I am a knife enthusiast. Maybe even a knife nut. I have read virtually every book ever published on the topics of knife making, knife smithing, and sharpening. I have made knives from kits and from blade blanks and by stock removal. I own a number of custom and semi-custom knives.
I also love to cook and every knife stuck to the wall in my kitchen is sharp enough to shave the hairs on your arm.
So I was delighted when An Edge In The Kitchen: The Ultimate Guide to Kitchen Knives: how to buy them, keep them razor sharp, and use them like a pro showed up in my Amazon recommended reading list.
I highly recommend this book for any serious cook and also for any serious knife enthusiast. The knife enthusiast will learn a great deal about kitchen cutlery that he/she probably doesn't know (I learned quite a bit about the evolution of styles of kitchen knives - a lot of the knife literature if very heavily weighted towards hunting knives). The cook will learn knife techniques (there is nothing new here - serious cooks may not learn much) and most importantly sharpening and knife care.

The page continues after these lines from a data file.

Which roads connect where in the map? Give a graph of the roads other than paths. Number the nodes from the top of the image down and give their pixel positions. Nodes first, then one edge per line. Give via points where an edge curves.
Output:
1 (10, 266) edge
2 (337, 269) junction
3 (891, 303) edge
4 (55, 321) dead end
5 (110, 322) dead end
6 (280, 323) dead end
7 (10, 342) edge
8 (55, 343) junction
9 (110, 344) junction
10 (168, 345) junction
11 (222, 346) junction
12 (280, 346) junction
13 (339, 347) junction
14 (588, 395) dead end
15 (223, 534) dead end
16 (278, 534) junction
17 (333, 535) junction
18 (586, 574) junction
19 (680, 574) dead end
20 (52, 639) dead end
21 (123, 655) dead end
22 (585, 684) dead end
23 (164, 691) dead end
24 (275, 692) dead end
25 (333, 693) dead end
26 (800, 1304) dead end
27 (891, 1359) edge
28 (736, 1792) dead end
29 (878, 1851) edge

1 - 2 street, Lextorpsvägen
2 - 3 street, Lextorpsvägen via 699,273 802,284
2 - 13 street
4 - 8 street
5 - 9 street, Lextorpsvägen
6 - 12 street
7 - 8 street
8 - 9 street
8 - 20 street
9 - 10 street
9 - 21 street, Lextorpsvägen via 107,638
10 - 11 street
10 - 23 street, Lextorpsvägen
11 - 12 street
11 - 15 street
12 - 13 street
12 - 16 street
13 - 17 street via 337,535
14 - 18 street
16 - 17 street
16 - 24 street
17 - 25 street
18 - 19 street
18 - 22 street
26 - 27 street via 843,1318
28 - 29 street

The author (Chad Ward) shares many of my biases about sharpening and he does a decent job of describing techniques that should produce excellent results. I strongly believe that people should sharpen their own knives. It is neither rocket science nor voodoo. When Alton Brown told me that I had to send my knives to a professional to get them sharpened, I threw my remote at the TV. I am sure that there are excellent sharpening services out there, but I have never personally experienced a "professional" edge that was even close to being as good as the edge I put on my knives. On the other hand I have overheard some shocking conversations in high end cutlery stores that have convinced me that there are lots of professional knife sharpeners who have no clue at all what they are doing and who likely ruin knives at a fabulous rate.
Here is the book by section.
Part one: Choose Your Weapon
Here the author describes the various knife styles, tells you what you actually need (one big, one small), tells you how to get what you need on various budgets, and tells you what the options are if the sky is the limit. He also does a nice job covering the ins and outs of cutting boards. This section contained the most new material for me - I think I will definitely have to branch out from my "traditional german-made" chef's knife and my plastic cutting boards.
Part two: Cut Loose
This section is devoted to classical kitchen knife techniques. It is well done and the photographs make the subject clear. It is not comprehensive (you won't learn how to butcher a cow), but it has the vegetable and chicken basics.
Part three: Stay Sharp
This section is the better part of a hundred pages and it is pretty comprehensive. It covers everything from metallurgy basics, to edge geometry, to sharpening techniques and systems.
I do have a couple of criticisms, though.
At one point, the author disses round crock sticks in V-system knife sharpeners because, "It is difficult to produce a flat edge with a round stone." That is complete nonsense. The knife edge contacts and is pulled along the top arc of the cylinder. In geometric terms this is a straight line meeting another straight line. In my opinion the round crock sticks are better (for everything except serrations) because you can just turn them a bit to get a clean surface. I have several of these V crock stick sharpeners and they have become my favorite tools for keeping a good edge on my kitchen knives. My only complaint is that they don't offer enough choices in angle, but you can solve that with a drill press. The Idahone system with coarse and fine ceramic rods is hard to beat.
My other criticism is that he doesn't make it plain enough what the difference between a good sharpening job and a bad one are. He does a nice job of describing how to get the planes of the blade to meet (raise a burr) and how to polish off the wire edge, but he fails to warn the reader that a single swipe at too steep an angle can undo half an hour of painstaking work. To sharpen successfully you have to understand the basic physics involved (which he explains well), but you also have to be very mindful and consistent.